而 state 真正的持久化是在调用operatorStateBackend.snaphost
keyedStateBackend.snapshot
,返回了一个 future.注:待确认😴,由于目前为止的这些函数调用都是在持有 checkpointLock 的情况下,而对 kafka-source,emitRecord 时同样需要持有这把锁,因此持久化不需要也不应该继续持有 checkpointLock.
2.2. AsyncCheckpointRunnable
异步等待返回的snapshotInProgress
执行完成,之后回应 JobManager 本次 checkpointId 已完成。
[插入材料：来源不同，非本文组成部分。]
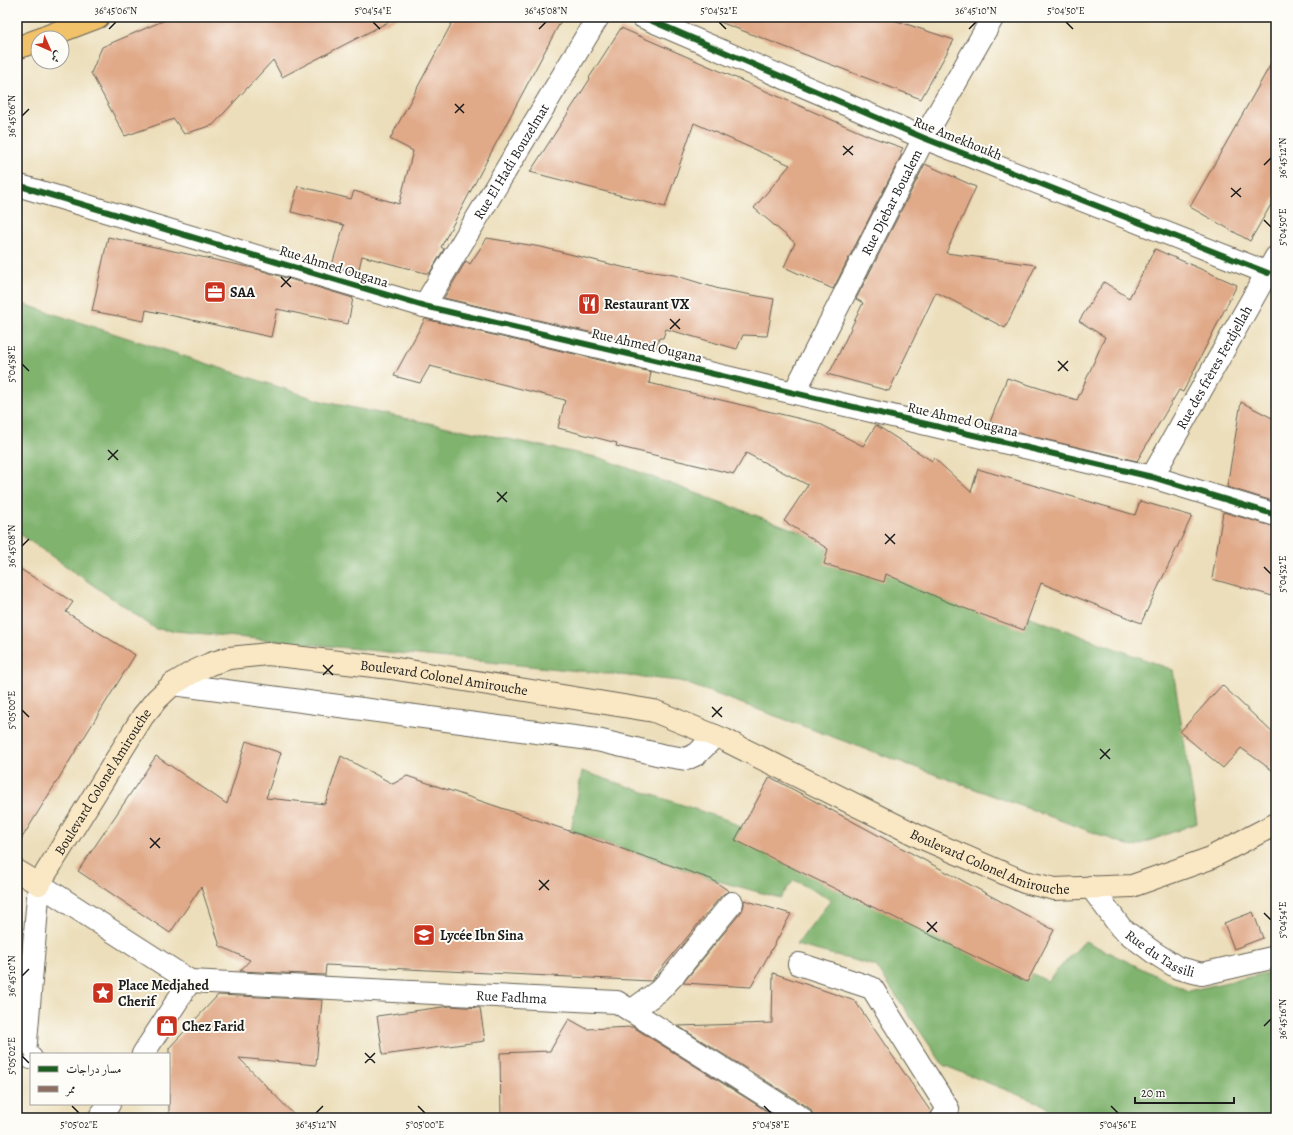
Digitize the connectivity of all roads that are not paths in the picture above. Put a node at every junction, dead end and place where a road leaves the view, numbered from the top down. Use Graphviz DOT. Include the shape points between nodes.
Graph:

3. StreamTask.processInput
非 Source 节点的入口在StreamTask.invoke
,也是普通数据的处理入口,这也是我们上一篇笔记里看到snapshotState
invoke
是同一个线程的原因。对应的自定义的 Sink 实现也就会简单一些,不需要考虑checkpointLock
的问题。
检测如果是CheckpointBarrier
,则在CheckpointBarrierAligner.processBarrier
里判断是否需要调用snapshotState
,之后的调用就都是一致的了。
4. Summary
经过源码分析后,把上一篇的线程调用模型图再丰富一下:
在 1.11 里貌似增加了类似 barrier 对齐之类的新的特性,不过整体的思路不会有大的变化。我们可以看到在流式处理时,仍然会有“批量”的需求,例如上传 kafka 的 offsets,不可能每条数据都上传一次;存储系统更希望批量写入,例如 redis 的 pipeline,hbase 的 mutation,在这点上 spark 的微批思想(一次性交给用户t时间的数据处理)更直观和实用一些。flink 的做法是在实时的同时,通过 CheckpointBarrier 引入了逻辑上的批次(t时间内,每收到一条数据就交给用户处理,时间截止时,通知用户该批次已完成),思想上更先进一些,但用户的理解成本和实现复杂度上,也自然的增加了一些。